- [Assignment]: Starting at the top of the data and ending with the line that holds "middle dip: (450, 277)", transcribe each line exactly; include both ends.

[Skeletal landmark data]
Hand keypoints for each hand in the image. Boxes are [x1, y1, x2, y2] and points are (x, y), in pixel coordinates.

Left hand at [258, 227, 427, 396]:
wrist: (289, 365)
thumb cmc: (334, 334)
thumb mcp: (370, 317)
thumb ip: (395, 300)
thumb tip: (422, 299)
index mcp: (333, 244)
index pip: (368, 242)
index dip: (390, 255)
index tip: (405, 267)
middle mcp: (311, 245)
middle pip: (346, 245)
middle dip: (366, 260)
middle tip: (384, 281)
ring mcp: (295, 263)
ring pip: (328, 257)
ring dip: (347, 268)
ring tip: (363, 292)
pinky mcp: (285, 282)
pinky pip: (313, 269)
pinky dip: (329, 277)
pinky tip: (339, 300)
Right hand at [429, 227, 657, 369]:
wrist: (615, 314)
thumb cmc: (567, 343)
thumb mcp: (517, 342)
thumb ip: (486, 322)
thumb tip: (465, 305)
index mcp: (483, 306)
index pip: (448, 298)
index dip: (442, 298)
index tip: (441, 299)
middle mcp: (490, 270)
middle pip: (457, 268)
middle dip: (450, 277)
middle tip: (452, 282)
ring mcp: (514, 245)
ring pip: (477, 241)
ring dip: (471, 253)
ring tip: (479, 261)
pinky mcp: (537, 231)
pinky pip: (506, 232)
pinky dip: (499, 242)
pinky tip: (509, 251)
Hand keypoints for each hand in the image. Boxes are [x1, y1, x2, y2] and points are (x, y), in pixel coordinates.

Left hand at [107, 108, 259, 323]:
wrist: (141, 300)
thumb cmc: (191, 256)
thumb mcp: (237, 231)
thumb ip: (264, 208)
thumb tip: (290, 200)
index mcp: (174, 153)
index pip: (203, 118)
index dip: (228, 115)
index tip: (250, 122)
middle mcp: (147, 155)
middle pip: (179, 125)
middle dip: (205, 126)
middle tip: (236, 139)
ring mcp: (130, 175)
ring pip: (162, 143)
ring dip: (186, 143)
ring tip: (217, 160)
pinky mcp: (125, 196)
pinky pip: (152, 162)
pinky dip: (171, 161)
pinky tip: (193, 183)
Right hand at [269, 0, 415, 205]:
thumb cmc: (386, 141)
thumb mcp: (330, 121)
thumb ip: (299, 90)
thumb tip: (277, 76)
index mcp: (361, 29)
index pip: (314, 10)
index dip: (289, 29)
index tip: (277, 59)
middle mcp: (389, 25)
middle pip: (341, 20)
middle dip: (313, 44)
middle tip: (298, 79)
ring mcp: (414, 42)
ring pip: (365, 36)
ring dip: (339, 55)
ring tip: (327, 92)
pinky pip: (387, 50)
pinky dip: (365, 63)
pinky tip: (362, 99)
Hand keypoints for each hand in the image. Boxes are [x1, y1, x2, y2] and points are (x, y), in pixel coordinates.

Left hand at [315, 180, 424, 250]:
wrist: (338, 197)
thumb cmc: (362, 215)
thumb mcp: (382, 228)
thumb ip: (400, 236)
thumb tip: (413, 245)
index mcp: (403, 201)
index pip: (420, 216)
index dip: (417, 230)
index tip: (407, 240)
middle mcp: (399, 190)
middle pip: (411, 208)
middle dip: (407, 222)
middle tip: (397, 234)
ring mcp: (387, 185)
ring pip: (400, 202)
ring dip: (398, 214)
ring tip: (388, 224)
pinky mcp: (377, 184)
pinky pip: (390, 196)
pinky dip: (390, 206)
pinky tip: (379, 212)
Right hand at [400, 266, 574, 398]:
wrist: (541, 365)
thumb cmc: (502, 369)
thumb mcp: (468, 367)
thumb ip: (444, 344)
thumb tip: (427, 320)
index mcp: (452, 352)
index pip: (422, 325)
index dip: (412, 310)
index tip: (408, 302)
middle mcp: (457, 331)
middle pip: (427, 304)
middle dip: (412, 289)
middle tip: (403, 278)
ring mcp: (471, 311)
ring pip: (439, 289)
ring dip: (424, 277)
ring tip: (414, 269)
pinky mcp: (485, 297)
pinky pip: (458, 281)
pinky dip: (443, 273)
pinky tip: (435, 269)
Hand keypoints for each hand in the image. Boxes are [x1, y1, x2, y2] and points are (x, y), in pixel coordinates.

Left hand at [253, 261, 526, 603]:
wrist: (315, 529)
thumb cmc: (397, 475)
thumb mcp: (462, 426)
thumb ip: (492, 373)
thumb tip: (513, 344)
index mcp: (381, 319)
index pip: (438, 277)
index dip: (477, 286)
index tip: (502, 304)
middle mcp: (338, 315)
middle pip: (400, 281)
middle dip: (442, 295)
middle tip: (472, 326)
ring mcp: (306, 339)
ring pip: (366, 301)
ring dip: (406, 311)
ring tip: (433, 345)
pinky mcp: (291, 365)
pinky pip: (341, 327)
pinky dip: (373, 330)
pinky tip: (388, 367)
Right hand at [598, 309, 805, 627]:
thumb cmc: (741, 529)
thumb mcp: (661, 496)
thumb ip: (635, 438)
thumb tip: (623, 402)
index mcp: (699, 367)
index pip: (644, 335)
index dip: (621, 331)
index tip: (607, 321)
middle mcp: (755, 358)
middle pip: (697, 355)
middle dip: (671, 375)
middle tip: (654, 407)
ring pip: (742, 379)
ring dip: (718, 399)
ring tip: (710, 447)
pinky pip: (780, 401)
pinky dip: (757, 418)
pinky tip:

- [Expected answer]:
Hand keypoints for each hand in the image. Boxes are [x1, y1, x2, y2] and points are (x, y), in pixel coordinates.

Left hand at [258, 227, 427, 396]:
wrist: (289, 365)
thumb cmc: (334, 334)
thumb mcp: (370, 317)
thumb ip: (395, 300)
thumb tip: (422, 299)
index mcp: (333, 244)
index pip: (368, 242)
index dip: (390, 255)
index tip: (405, 267)
middle mcp: (311, 245)
middle pip: (346, 245)
middle dip: (366, 260)
middle tip: (384, 281)
ring mcp: (295, 263)
ring pip: (328, 257)
ring dip: (347, 268)
ring tip: (363, 292)
pinky mcp: (285, 282)
pinky pip: (313, 269)
pinky dip: (329, 277)
pinky tip: (339, 300)
Right hand at [429, 227, 657, 369]:
wrist: (615, 314)
thumb cmc: (567, 343)
thumb mcp: (517, 342)
thumb ip: (486, 322)
thumb tip: (465, 305)
index mcp: (483, 306)
index pip: (448, 298)
index dip: (442, 298)
index tip: (441, 299)
middle mcp: (490, 270)
middle pip: (457, 268)
middle dip: (450, 277)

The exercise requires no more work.